Task to carry out:
Each entry must be reproduced precisely as it stands.

Data:

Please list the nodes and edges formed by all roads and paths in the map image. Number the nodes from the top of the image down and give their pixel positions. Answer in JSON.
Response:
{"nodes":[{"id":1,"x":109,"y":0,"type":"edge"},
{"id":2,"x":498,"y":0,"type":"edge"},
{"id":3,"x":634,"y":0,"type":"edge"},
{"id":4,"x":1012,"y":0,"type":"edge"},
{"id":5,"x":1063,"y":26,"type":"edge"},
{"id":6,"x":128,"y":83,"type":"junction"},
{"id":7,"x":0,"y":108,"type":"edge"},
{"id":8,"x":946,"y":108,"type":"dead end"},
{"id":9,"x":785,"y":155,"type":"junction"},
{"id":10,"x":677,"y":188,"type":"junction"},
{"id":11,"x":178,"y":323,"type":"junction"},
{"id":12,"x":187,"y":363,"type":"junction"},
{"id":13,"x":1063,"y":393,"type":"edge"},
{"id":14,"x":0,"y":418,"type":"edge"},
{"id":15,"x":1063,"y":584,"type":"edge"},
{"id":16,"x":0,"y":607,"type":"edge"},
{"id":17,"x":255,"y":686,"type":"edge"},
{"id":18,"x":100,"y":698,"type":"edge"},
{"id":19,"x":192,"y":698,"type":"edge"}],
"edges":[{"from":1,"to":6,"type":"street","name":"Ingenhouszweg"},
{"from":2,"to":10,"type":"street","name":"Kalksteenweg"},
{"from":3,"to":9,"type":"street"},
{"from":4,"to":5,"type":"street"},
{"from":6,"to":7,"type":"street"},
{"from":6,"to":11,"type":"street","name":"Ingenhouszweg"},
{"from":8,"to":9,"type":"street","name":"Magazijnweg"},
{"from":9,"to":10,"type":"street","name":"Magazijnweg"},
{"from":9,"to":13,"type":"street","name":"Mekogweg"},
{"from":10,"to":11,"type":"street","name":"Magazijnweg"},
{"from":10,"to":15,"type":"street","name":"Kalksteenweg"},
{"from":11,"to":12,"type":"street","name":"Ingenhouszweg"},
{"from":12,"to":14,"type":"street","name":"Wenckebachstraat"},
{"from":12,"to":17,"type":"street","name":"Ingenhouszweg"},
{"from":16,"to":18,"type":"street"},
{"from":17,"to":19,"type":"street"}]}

Response for this exercise:
Please list the nodes and edges formed by all roads and paths in the map image. Number the nodes from the top of the image down and give their pixel positions. Answer in JSON.
Response:
{"nodes":[{"id":1,"x":109,"y":0,"type":"edge"},
{"id":2,"x":498,"y":0,"type":"edge"},
{"id":3,"x":634,"y":0,"type":"edge"},
{"id":4,"x":1012,"y":0,"type":"edge"},
{"id":5,"x":1063,"y":26,"type":"edge"},
{"id":6,"x":128,"y":83,"type":"junction"},
{"id":7,"x":0,"y":108,"type":"edge"},
{"id":8,"x":946,"y":108,"type":"dead end"},
{"id":9,"x":785,"y":155,"type":"junction"},
{"id":10,"x":677,"y":188,"type":"junction"},
{"id":11,"x":178,"y":323,"type":"junction"},
{"id":12,"x":187,"y":363,"type":"junction"},
{"id":13,"x":1063,"y":393,"type":"edge"},
{"id":14,"x":0,"y":418,"type":"edge"},
{"id":15,"x":1063,"y":584,"type":"edge"},
{"id":16,"x":0,"y":607,"type":"edge"},
{"id":17,"x":255,"y":686,"type":"edge"},
{"id":18,"x":100,"y":698,"type":"edge"},
{"id":19,"x":192,"y":698,"type":"edge"}],
"edges":[{"from":1,"to":6,"type":"street","name":"Ingenhouszweg"},
{"from":2,"to":10,"type":"street","name":"Kalksteenweg"},
{"from":3,"to":9,"type":"street"},
{"from":4,"to":5,"type":"street"},
{"from":6,"to":7,"type":"street"},
{"from":6,"to":11,"type":"street","name":"Ingenhouszweg"},
{"from":8,"to":9,"type":"street","name":"Magazijnweg"},
{"from":9,"to":10,"type":"street","name":"Magazijnweg"},
{"from":9,"to":13,"type":"street","name":"Mekogweg"},
{"from":10,"to":11,"type":"street","name":"Magazijnweg"},
{"from":10,"to":15,"type":"street","name":"Kalksteenweg"},
{"from":11,"to":12,"type":"street","name":"Ingenhouszweg"},
{"from":12,"to":14,"type":"street","name":"Wenckebachstraat"},
{"from":12,"to":17,"type":"street","name":"Ingenhouszweg"},
{"from":16,"to":18,"type":"street"},
{"from":17,"to":19,"type":"street"}]}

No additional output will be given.